**Collected data entries:**
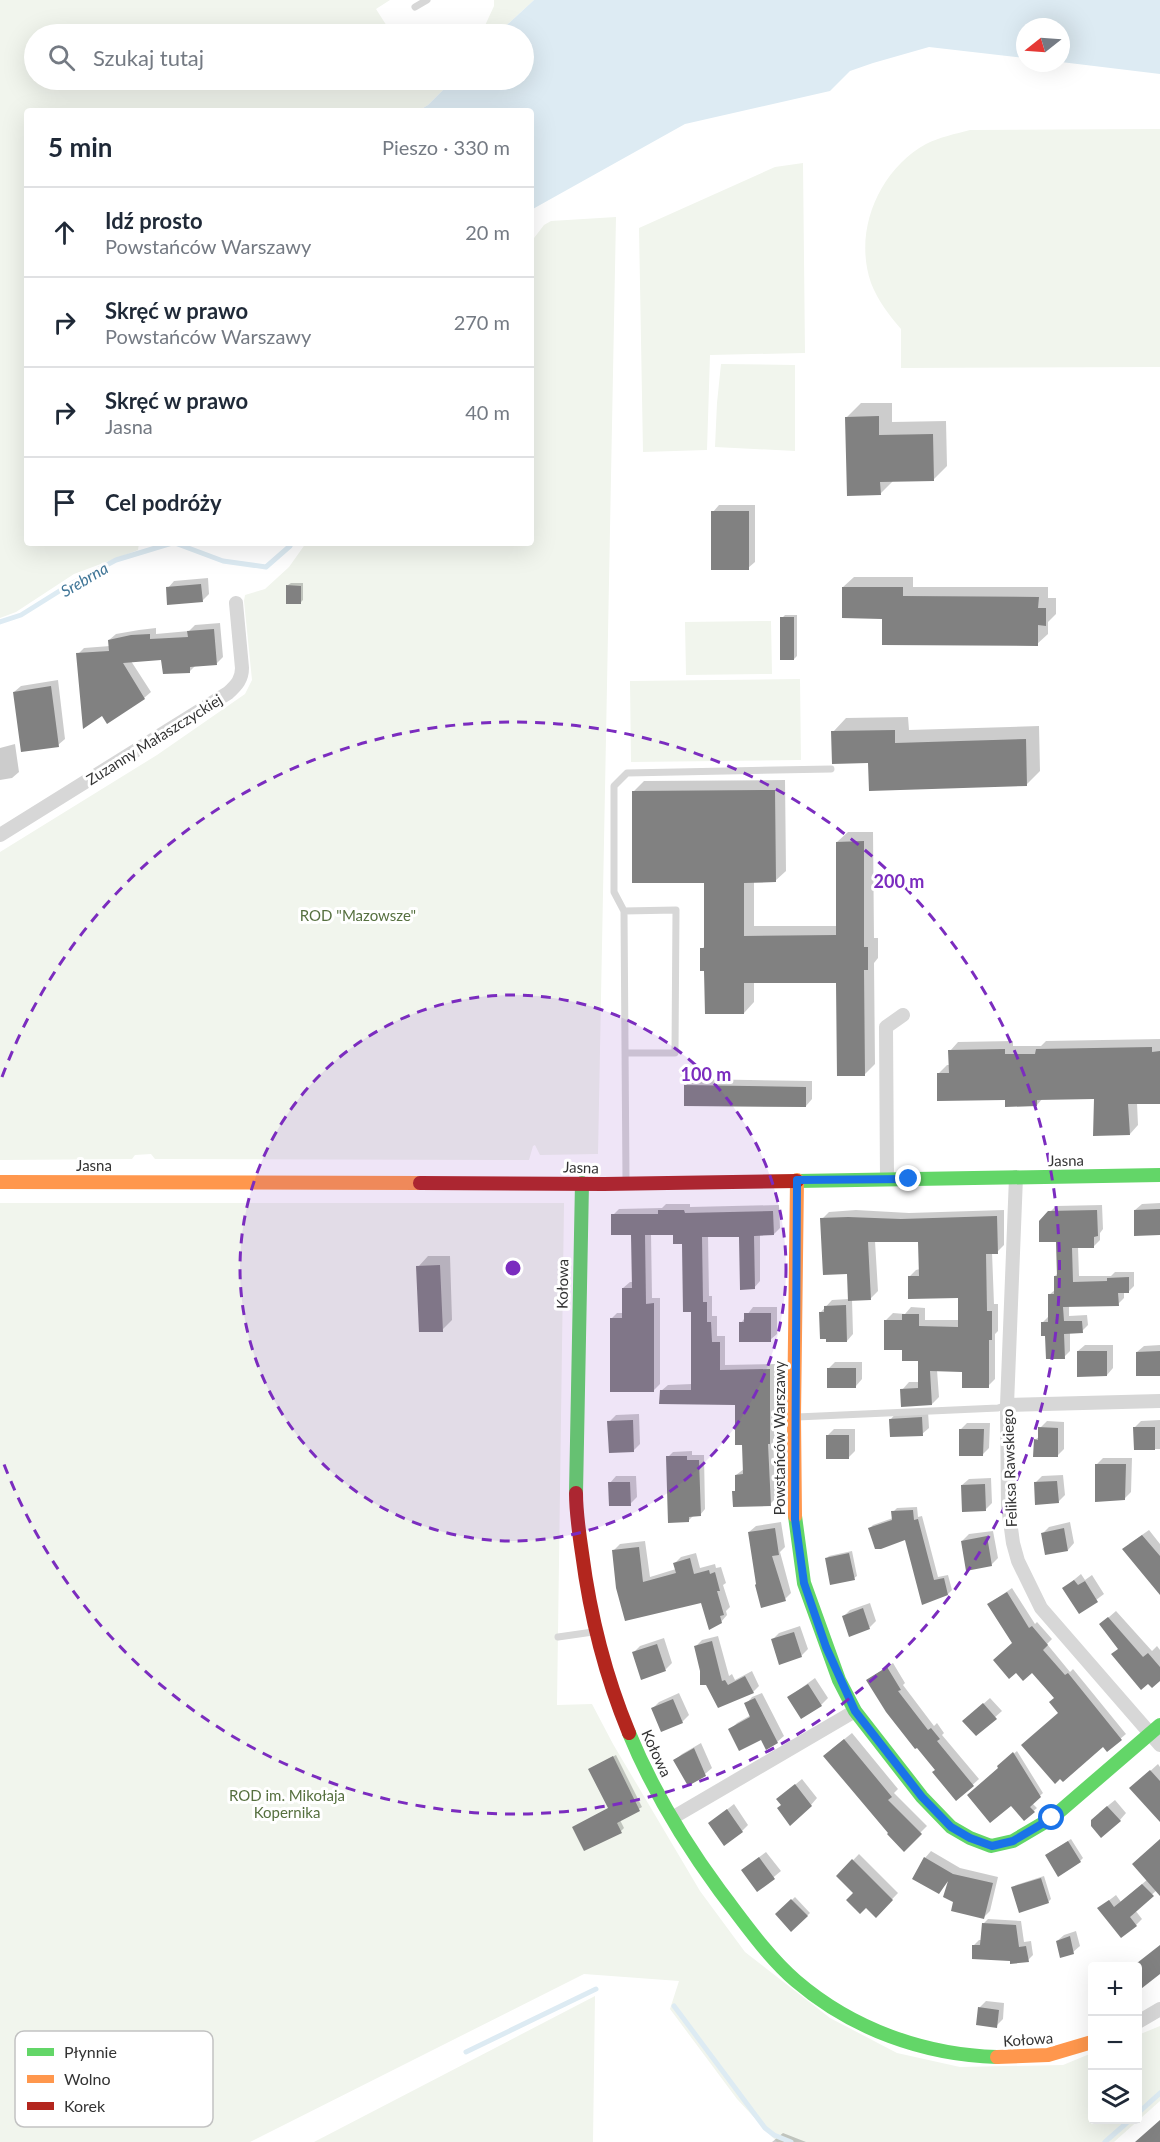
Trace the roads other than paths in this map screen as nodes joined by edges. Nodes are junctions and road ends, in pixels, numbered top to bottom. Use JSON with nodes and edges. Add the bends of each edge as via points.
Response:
{"nodes":[{"id":1,"x":427,"y":0,"type":"edge"},
{"id":2,"x":415,"y":7,"type":"dead end"},
{"id":3,"x":236,"y":603,"type":"dead end"},
{"id":4,"x":831,"y":770,"type":"dead end"},
{"id":5,"x":0,"y":835,"type":"edge"},
{"id":6,"x":624,"y":911,"type":"junction"},
{"id":7,"x":903,"y":1015,"type":"dead end"},
{"id":8,"x":626,"y":1053,"type":"junction"},
{"id":9,"x":1160,"y":1174,"type":"edge"},
{"id":10,"x":1016,"y":1177,"type":"junction"},
{"id":11,"x":887,"y":1179,"type":"junction"},
{"id":12,"x":797,"y":1180,"type":"junction"},
{"id":13,"x":0,"y":1182,"type":"edge"},
{"id":14,"x":582,"y":1183,"type":"junction"},
{"id":15,"x":626,"y":1184,"type":"junction"},
{"id":16,"x":1160,"y":1401,"type":"edge"},
{"id":17,"x":1007,"y":1405,"type":"junction"},
{"id":18,"x":794,"y":1417,"type":"junction"},
{"id":19,"x":596,"y":1631,"type":"junction"},
{"id":20,"x":558,"y":1637,"type":"dead end"},
{"id":21,"x":855,"y":1711,"type":"junction"},
{"id":22,"x":1155,"y":1730,"type":"edge"},
{"id":23,"x":1160,"y":1745,"type":"edge"},
{"id":24,"x":672,"y":1818,"type":"junction"},
{"id":25,"x":1160,"y":2009,"type":"edge"},
{"id":26,"x":1142,"y":2019,"type":"edge"},
{"id":27,"x":1088,"y":2044,"type":"edge"}],
"edges":[{"from":1,"to":2,"type":"lane"},
{"from":3,"to":5,"type":"street","name":"Zuzanny Małaszczyckiej","via":[[242,677],[235,687]]},
{"from":4,"to":6,"type":"lane","via":[[627,773],[614,786],[614,892]]},
{"from":6,"to":8,"type":"lane"},
{"from":6,"to":8,"type":"lane","via":[[676,910],[675,1053]]},
{"from":7,"to":11,"type":"street","via":[[886,1027]]},
{"from":8,"to":15,"type":"lane"},
{"from":9,"to":10,"type":"street","name":"Jasna"},
{"from":10,"to":11,"type":"street","name":"Jasna"},
{"from":10,"to":17,"type":"street","name":"Feliksa Rawskiego"},
{"from":11,"to":12,"type":"street","name":"Jasna"},
{"from":12,"to":15,"type":"street","name":"Jasna"},
{"from":12,"to":18,"type":"street","name":"Powstańców Warszawy"},
{"from":13,"to":14,"type":"street","name":"Jasna"},
{"from":14,"to":15,"type":"street","name":"Jasna"},
{"from":14,"to":19,"type":"street","name":"Kołowa","via":[[576,1501],[586,1590]]},
{"from":16,"to":17,"type":"street"},
{"from":17,"to":18,"type":"lane"},
{"from":17,"to":22,"type":"street","name":"Feliksa Rawskiego","via":[[1008,1506],[1018,1562],[1041,1608]]},
{"from":18,"to":21,"type":"street","name":"Powstańców Warszawy","via":[[795,1519],[804,1583],[826,1647]]},
{"from":19,"to":20,"type":"lane"},
{"from":19,"to":24,"type":"street","name":"Kołowa","via":[[619,1706],[643,1765]]},
{"from":21,"to":22,"type":"street","name":"Powstańców Warszawy","via":[[922,1797],[951,1827],[992,1846],[1013,1841],[1052,1818]]},
{"from":21,"to":24,"type":"street"},
{"from":22,"to":23,"type":"street","name":"Feliksa Rawskiego"},
{"from":24,"to":27,"type":"street","name":"Kołowa","via":[[733,1910],[796,1981],[872,2028],[910,2044],[953,2055],[1046,2057]]},
{"from":25,"to":26,"type":"street"}]}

**Task goal:** Leave the images behind and write out every entry exactly.

**Result of the exercise:**
Trace the roads other than paths in this map screen as nodes joined by edges. Nodes are junctions and road ends, in pixels, numbered top to bottom. Use JSON with nodes and edges. Add the bends of each edge as via points.
Response:
{"nodes":[{"id":1,"x":427,"y":0,"type":"edge"},
{"id":2,"x":415,"y":7,"type":"dead end"},
{"id":3,"x":236,"y":603,"type":"dead end"},
{"id":4,"x":831,"y":770,"type":"dead end"},
{"id":5,"x":0,"y":835,"type":"edge"},
{"id":6,"x":624,"y":911,"type":"junction"},
{"id":7,"x":903,"y":1015,"type":"dead end"},
{"id":8,"x":626,"y":1053,"type":"junction"},
{"id":9,"x":1160,"y":1174,"type":"edge"},
{"id":10,"x":1016,"y":1177,"type":"junction"},
{"id":11,"x":887,"y":1179,"type":"junction"},
{"id":12,"x":797,"y":1180,"type":"junction"},
{"id":13,"x":0,"y":1182,"type":"edge"},
{"id":14,"x":582,"y":1183,"type":"junction"},
{"id":15,"x":626,"y":1184,"type":"junction"},
{"id":16,"x":1160,"y":1401,"type":"edge"},
{"id":17,"x":1007,"y":1405,"type":"junction"},
{"id":18,"x":794,"y":1417,"type":"junction"},
{"id":19,"x":596,"y":1631,"type":"junction"},
{"id":20,"x":558,"y":1637,"type":"dead end"},
{"id":21,"x":855,"y":1711,"type":"junction"},
{"id":22,"x":1155,"y":1730,"type":"edge"},
{"id":23,"x":1160,"y":1745,"type":"edge"},
{"id":24,"x":672,"y":1818,"type":"junction"},
{"id":25,"x":1160,"y":2009,"type":"edge"},
{"id":26,"x":1142,"y":2019,"type":"edge"},
{"id":27,"x":1088,"y":2044,"type":"edge"}],
"edges":[{"from":1,"to":2,"type":"lane"},
{"from":3,"to":5,"type":"street","name":"Zuzanny Małaszczyckiej","via":[[242,677],[235,687]]},
{"from":4,"to":6,"type":"lane","via":[[627,773],[614,786],[614,892]]},
{"from":6,"to":8,"type":"lane"},
{"from":6,"to":8,"type":"lane","via":[[676,910],[675,1053]]},
{"from":7,"to":11,"type":"street","via":[[886,1027]]},
{"from":8,"to":15,"type":"lane"},
{"from":9,"to":10,"type":"street","name":"Jasna"},
{"from":10,"to":11,"type":"street","name":"Jasna"},
{"from":10,"to":17,"type":"street","name":"Feliksa Rawskiego"},
{"from":11,"to":12,"type":"street","name":"Jasna"},
{"from":12,"to":15,"type":"street","name":"Jasna"},
{"from":12,"to":18,"type":"street","name":"Powstańców Warszawy"},
{"from":13,"to":14,"type":"street","name":"Jasna"},
{"from":14,"to":15,"type":"street","name":"Jasna"},
{"from":14,"to":19,"type":"street","name":"Kołowa","via":[[576,1501],[586,1590]]},
{"from":16,"to":17,"type":"street"},
{"from":17,"to":18,"type":"lane"},
{"from":17,"to":22,"type":"street","name":"Feliksa Rawskiego","via":[[1008,1506],[1018,1562],[1041,1608]]},
{"from":18,"to":21,"type":"street","name":"Powstańców Warszawy","via":[[795,1519],[804,1583],[826,1647]]},
{"from":19,"to":20,"type":"lane"},
{"from":19,"to":24,"type":"street","name":"Kołowa","via":[[619,1706],[643,1765]]},
{"from":21,"to":22,"type":"street","name":"Powstańców Warszawy","via":[[922,1797],[951,1827],[992,1846],[1013,1841],[1052,1818]]},
{"from":21,"to":24,"type":"street"},
{"from":22,"to":23,"type":"street","name":"Feliksa Rawskiego"},
{"from":24,"to":27,"type":"street","name":"Kołowa","via":[[733,1910],[796,1981],[872,2028],[910,2044],[953,2055],[1046,2057]]},
{"from":25,"to":26,"type":"street"}]}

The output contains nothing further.